## What this task involves:
Please write out every record exactly, but keep any images out of it.

Start of Block

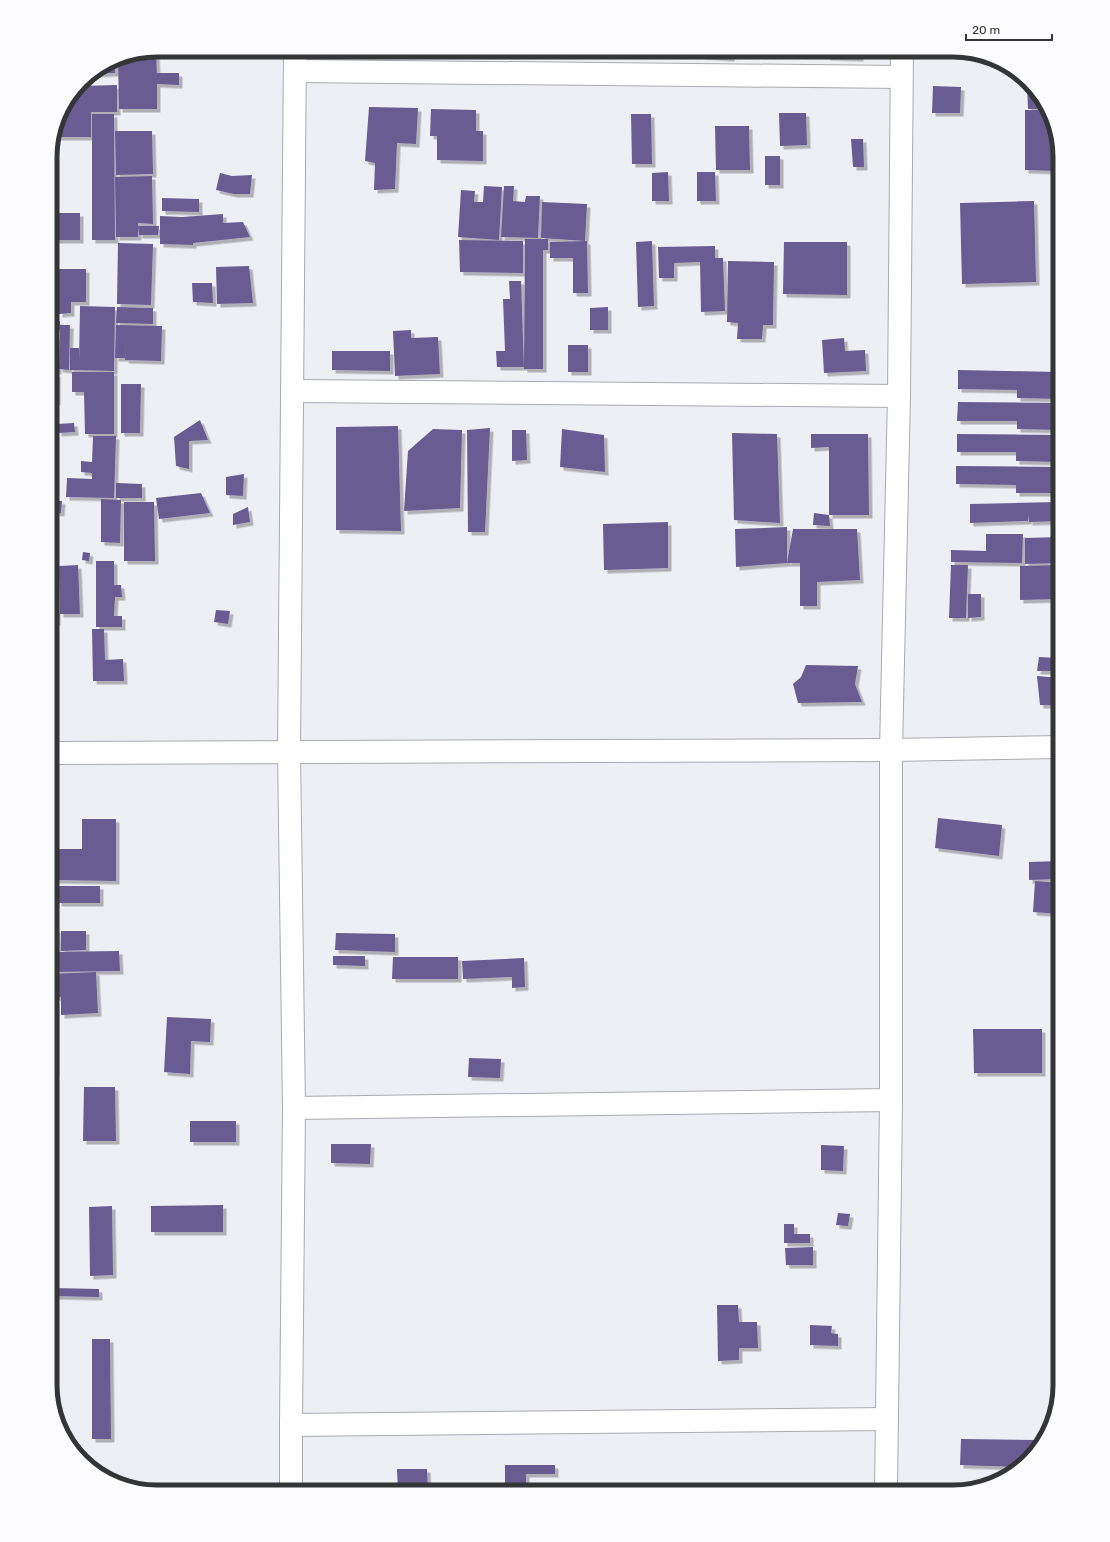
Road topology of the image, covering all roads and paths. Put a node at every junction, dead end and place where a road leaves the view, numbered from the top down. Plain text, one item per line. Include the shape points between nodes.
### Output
1 (902, 57) edge
2 (295, 61) edge
3 (901, 77) junction
4 (292, 390) junction
5 (899, 396) junction
6 (1053, 747) edge
7 (891, 750) junction
8 (289, 752) junction
9 (57, 753) edge
10 (891, 1100) junction
11 (294, 1108) junction
12 (887, 1419) junction
13 (291, 1425) junction
14 (291, 1485) edge
15 (886, 1485) edge

1 - 3 street
2 - 3 street
2 - 4 street
3 - 5 street
4 - 5 street
4 - 8 street
5 - 7 street
6 - 7 street
7 - 8 street
7 - 10 street
8 - 9 street
8 - 11 street
10 - 11 street
10 - 12 street
11 - 13 street
12 - 13 street
12 - 15 street
13 - 14 street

End of Block

## Written solution:
Road topology of the image, covering all roads and paths. Put a node at every junction, dead end and place where a road leaves the view, numbered from the top down. Plain text, one item per line. Include the shape points between nodes.
### Output
1 (902, 57) edge
2 (295, 61) edge
3 (901, 77) junction
4 (292, 390) junction
5 (899, 396) junction
6 (1053, 747) edge
7 (891, 750) junction
8 (289, 752) junction
9 (57, 753) edge
10 (891, 1100) junction
11 (294, 1108) junction
12 (887, 1419) junction
13 (291, 1425) junction
14 (291, 1485) edge
15 (886, 1485) edge

1 - 3 street
2 - 3 street
2 - 4 street
3 - 5 street
4 - 5 street
4 - 8 street
5 - 7 street
6 - 7 street
7 - 8 street
7 - 10 street
8 - 9 street
8 - 11 street
10 - 11 street
10 - 12 street
11 - 13 street
12 - 13 street
12 - 15 street
13 - 14 street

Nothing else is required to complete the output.